L'Invasion martienne

Titre original :Teenagers from Outer Space

Titre(s) alternatif(s) :Killers from Outer Space, The Boy from out of this World, Invasion of the Gargon, The Gargon Terror

Réalisateur(s) :Tom Graeff

Année : 1959

Nationalité : Etats-Unis

Durée : 1h26

Genre : Oh, Martien m'a tuer

Acteurs principaux :David Love, Dawn Anderson, Bryan Grant, Harvey B. Dunn, Tom Lockyear

Max Schreck
NOTE
3.5/ 5


Quelque part entre l'amateurisme passionné d'un Ed Wood et la maîtrise budgétaire d’un Roger Corman, voici Tom Graeff. Cet authentique artiste maudit est l'auteur du long-métrage qui nous intéresse ici, devenu au fil du temps objet d'un petit culte aux États-Unis. Né en 1929, Thomas Lockyear Graeff réalise ses premiers films au début des années 1950, d'abord dans le cadre de ses études de cinéma à l'UCLA (Université de Los Angeles), puis en total indépendant. Il s'agit de courts-métrages à la distribution plus que confidentielle, qu'il écrit, réalise, interprète, photographie et monte pratiquement tout seul ou avec quelques copains (voire petits copains). Il se fait embaucher en 1956 par Roger Corman, faisant office à la fois d'assistant et de figurant sur le plateau de « Not of this Earth », un film amusant mais d'une cheaperie innommable qui traite d'invasion extraterrestre. Inspiré par cette expérience, Graeff va aussitôt fonder sa propre société de production, Topaz films, et mettre en chantier ce qui en sera l'unique production, sous le titre de travail « Killers from outer space ».

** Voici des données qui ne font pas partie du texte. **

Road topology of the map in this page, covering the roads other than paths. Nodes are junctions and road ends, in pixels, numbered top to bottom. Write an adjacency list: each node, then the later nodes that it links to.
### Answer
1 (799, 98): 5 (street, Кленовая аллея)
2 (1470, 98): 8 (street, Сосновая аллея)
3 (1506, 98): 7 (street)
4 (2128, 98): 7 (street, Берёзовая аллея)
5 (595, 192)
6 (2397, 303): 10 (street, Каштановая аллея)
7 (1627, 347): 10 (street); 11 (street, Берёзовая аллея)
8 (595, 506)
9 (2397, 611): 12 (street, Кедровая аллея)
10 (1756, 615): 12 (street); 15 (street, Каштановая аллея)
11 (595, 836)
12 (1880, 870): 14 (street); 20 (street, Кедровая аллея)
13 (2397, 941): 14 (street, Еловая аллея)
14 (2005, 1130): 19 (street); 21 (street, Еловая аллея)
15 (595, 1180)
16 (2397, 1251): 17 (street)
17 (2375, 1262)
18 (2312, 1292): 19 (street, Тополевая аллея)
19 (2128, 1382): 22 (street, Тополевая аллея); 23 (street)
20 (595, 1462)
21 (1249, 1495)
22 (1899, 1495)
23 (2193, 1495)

Il en rédige le script, y investit sa maigre fortune et lance des appels à souscriptions dans la presse professionnelle, offrant aux investisseurs qui le désirent un rôle et le crédit de producteurs associés. Le héros du film sera incarné par son amant d'alors, David Love (de son vrai nom Chuck Roberts) tandis que lui-même endosse la défroque d'un journaliste, apparaissant au générique sous le nom de Tom Lockyear. On notera également la présence de Harvey B. Dunn dans le rôle du grand-père, un acteur déjà vu chez Ed WoodLa Fiancée du Monstre », « La Nuit des Revenants »). Graeff réduira encore les frais en cumulant une nouvelle fois les postes de chef-opérateur, de superviseur des effets spéciaux, de monteur, et en recourant à des musiques libres de droit, piochant dans le même catalogue que celui qu'exploitera douze ans plus tard George Romero pour sa « Nuit des morts-vivants ». Pour s'épargner les frais d'un ingénieur du son, le film sera entièrement post-synchronisé.


Tom Lockyear Graeff, artiste complet.

Ici en compagnie du bien nommé David Love lors d'une scène équivoque.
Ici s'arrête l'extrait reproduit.